Me es difícil definir en que modo he cambiado. Cuando menos mis contradicciones son otras, pues esa falta de certeza antigua ha sido transformada por una fe en el misterio, una fe que no es fervor hacia una doctrina o aún a una idea (y menos aún tiene que ver con una ritualidad ni con alguna representación concreta como objeto de fe). Es, más bien, reconocer que juzgaba las cosas desde determinados prismas, que aprehendía el mundo con ciertas categorías que no son más que una proyección de mí mismo. Dios no existe en la medida que es una representación de nuestra subjetividad. Dios, sobre todo bajo la forma de una inteligencia antropomorfa, que experimenta cólera y que tiene preferencias subjetivas (como estimar cierto tipo de conductas y repudiar otras), un ser castigador o generoso según el modo en que nos conduzcamos con él, no es más que la proyección de las carencias y expectativas humanas.

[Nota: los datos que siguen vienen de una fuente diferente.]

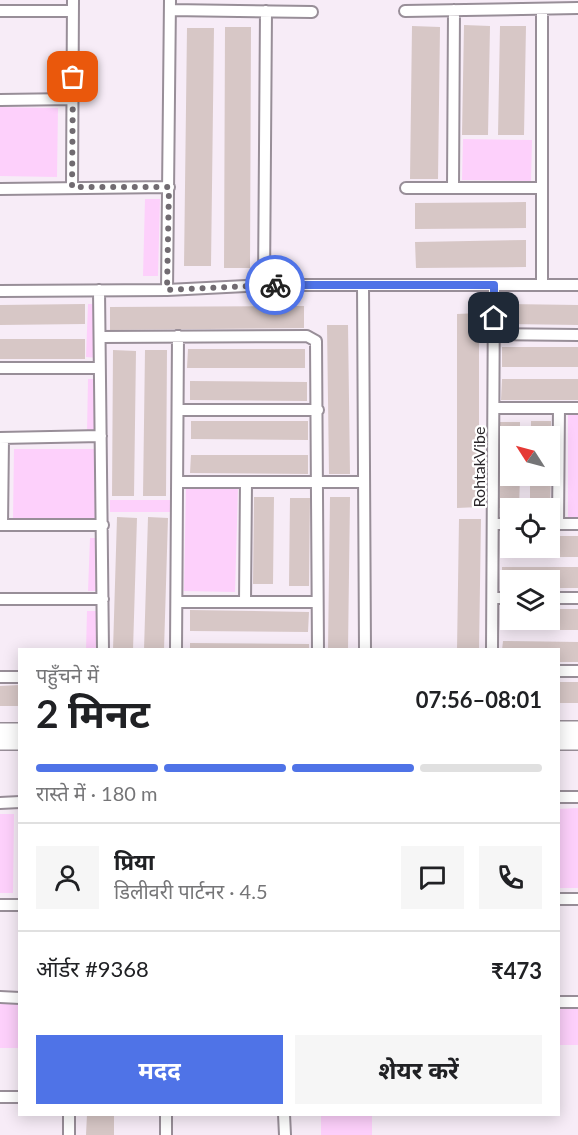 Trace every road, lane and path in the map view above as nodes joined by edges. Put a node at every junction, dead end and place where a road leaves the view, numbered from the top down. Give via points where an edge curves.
1 (73, 5) edge
2 (170, 5) edge
3 (578, 8) edge
4 (542, 9) junction
5 (405, 10) dead end
6 (454, 10) junction
7 (0, 11) edge
8 (266, 11) junction
9 (312, 12) dead end
10 (73, 99) junction
11 (0, 100) edge
12 (72, 187) junction
13 (169, 187) junction
14 (406, 188) dead end
15 (453, 188) junction
16 (542, 188) junction
17 (0, 189) edge
18 (264, 285) junction
19 (363, 285) junction
20 (494, 285) junction
21 (542, 285) junction
22 (578, 285) edge
23 (99, 290) junction
24 (167, 290) junction
25 (0, 291) edge
26 (494, 334) junction
27 (578, 334) edge
28 (178, 336) junction
29 (100, 337) junction
30 (0, 368) edge
31 (99, 368) junction
32 (494, 408) junction
33 (559, 408) junction
34 (578, 408) edge
35 (178, 410) junction
36 (318, 410) junction
37 (101, 436) junction
38 (1, 438) edge
39 (178, 482) junction
40 (246, 482) junction
41 (318, 482) junction
42 (364, 482) junction
43 (555, 498) edge
44 (493, 524) junction
45 (500, 524) edge
46 (560, 524) edge
47 (578, 524) edge
48 (1, 525) edge
49 (103, 525) junction
50 (493, 598) junction
51 (500, 598) edge
52 (560, 598) edge
53 (578, 598) edge
54 (0, 599) edge
55 (102, 599) junction
56 (177, 602) junction
57 (245, 602) junction
58 (317, 602) junction
59 (103, 648) edge
60 (176, 648) edge
61 (318, 648) edge
62 (365, 648) edge
63 (492, 648) edge
64 (560, 671) edge
65 (578, 671) edge
66 (0, 677) edge
67 (18, 677) edge
68 (560, 729) edge
69 (578, 729) edge
70 (0, 731) edge
71 (18, 731) edge
72 (0, 742) edge
73 (18, 742) edge
74 (560, 742) edge
75 (578, 742) edge
76 (560, 797) edge
77 (578, 797) edge
78 (18, 802) edge
79 (0, 803) edge
80 (560, 899) edge
81 (578, 899) edge
82 (0, 905) edge
83 (18, 905) edge
84 (0, 997) edge
85 (18, 998) edge
86 (560, 1002) edge
87 (578, 1002) edge
88 (0, 1097) edge
89 (18, 1097) edge
90 (69, 1116) edge
91 (166, 1116) edge
92 (284, 1116) edge
93 (69, 1135) edge
94 (166, 1135) edge
95 (285, 1135) edge

1 - 7 street
1 - 10 street
2 - 8 street
2 - 13 street
3 - 4 street
4 - 6 street
4 - 16 street
5 - 6 street
6 - 15 street
8 - 9 street
8 - 18 street
10 - 11 street
10 - 12 street
12 - 13 street
12 - 17 street
13 - 24 street
14 - 15 street
15 - 16 street
16 - 21 street
18 - 19 street
18 - 24 street
19 - 20 street
19 - 42 street
20 - 21 street
20 - 26 street, RohtakVibe
21 - 22 street
23 - 24 street
23 - 25 street
23 - 29 street
26 - 27 street
26 - 32 street, RohtakVibe
28 - 29 street
28 - 35 street
28 - 36 street via 312,338 317,346
29 - 31 street
30 - 31 street
31 - 37 street
32 - 33 street
32 - 44 street, RohtakVibe
33 - 34 street
33 - 43 street
35 - 36 street
35 - 39 street
36 - 41 street
37 - 38 street
37 - 49 street
38 - 48 street
39 - 40 street
39 - 56 street
40 - 41 street
40 - 57 street
41 - 42 street
41 - 58 street
42 - 62 street
44 - 45 street
44 - 50 street, RohtakVibe
46 - 47 street
48 - 49 street
49 - 55 street
50 - 51 street
50 - 63 street, RohtakVibe
52 - 53 street
54 - 55 street
55 - 59 street
56 - 57 street
56 - 60 street
57 - 58 street
58 - 61 street
64 - 65 street
66 - 67 street
68 - 69 main road
70 - 71 main road
72 - 73 main road
74 - 75 main road
76 - 77 street
78 - 79 street
80 - 81 street
82 - 83 street
84 - 85 street
86 - 87 street
88 - 89 street
90 - 93 street
91 - 94 street
92 - 95 street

Pero hay un misterio en la existencia de las cosas. No sólo una ecuación final o una estructura fundante. La estructura de la celúla, del átomo, de los organismos, de los procesos de interacción entre ellos, de la vida humana, son todos niveles de realidad todos los cuales, sin embargo, ocurren simultáneamente, ahora. Y no deja de ser asombroso que partiendo de pequeñas vibraciones de energía que hacen posible a la materia, hayan subjetividades concientes del mismo fenómeno que las produce (aunque a esa subjetividad nunca le quedará muy claro el cómo ocurre eso).

Mi mortalidad ya no me atemoriza, al menos no el dejar de vivir. A decir verdad, no creo en la muerte, al menos no en su representación convencional. Estimo que mi persona, mi subjetividad, morirá, pero no estoy seguro de que eso signifique dejar de existir. Pero acerca de todo ello, lo que tengo no son más que imágenes, ninguna de las cuales alcanza a ser representación suficiente de la certeza incomprensible que habla desde las profundidades de mi corazón.

A fin de cuentas, acerca de eso no se puede hablar. Salvo que lo inefable es -existe - soy.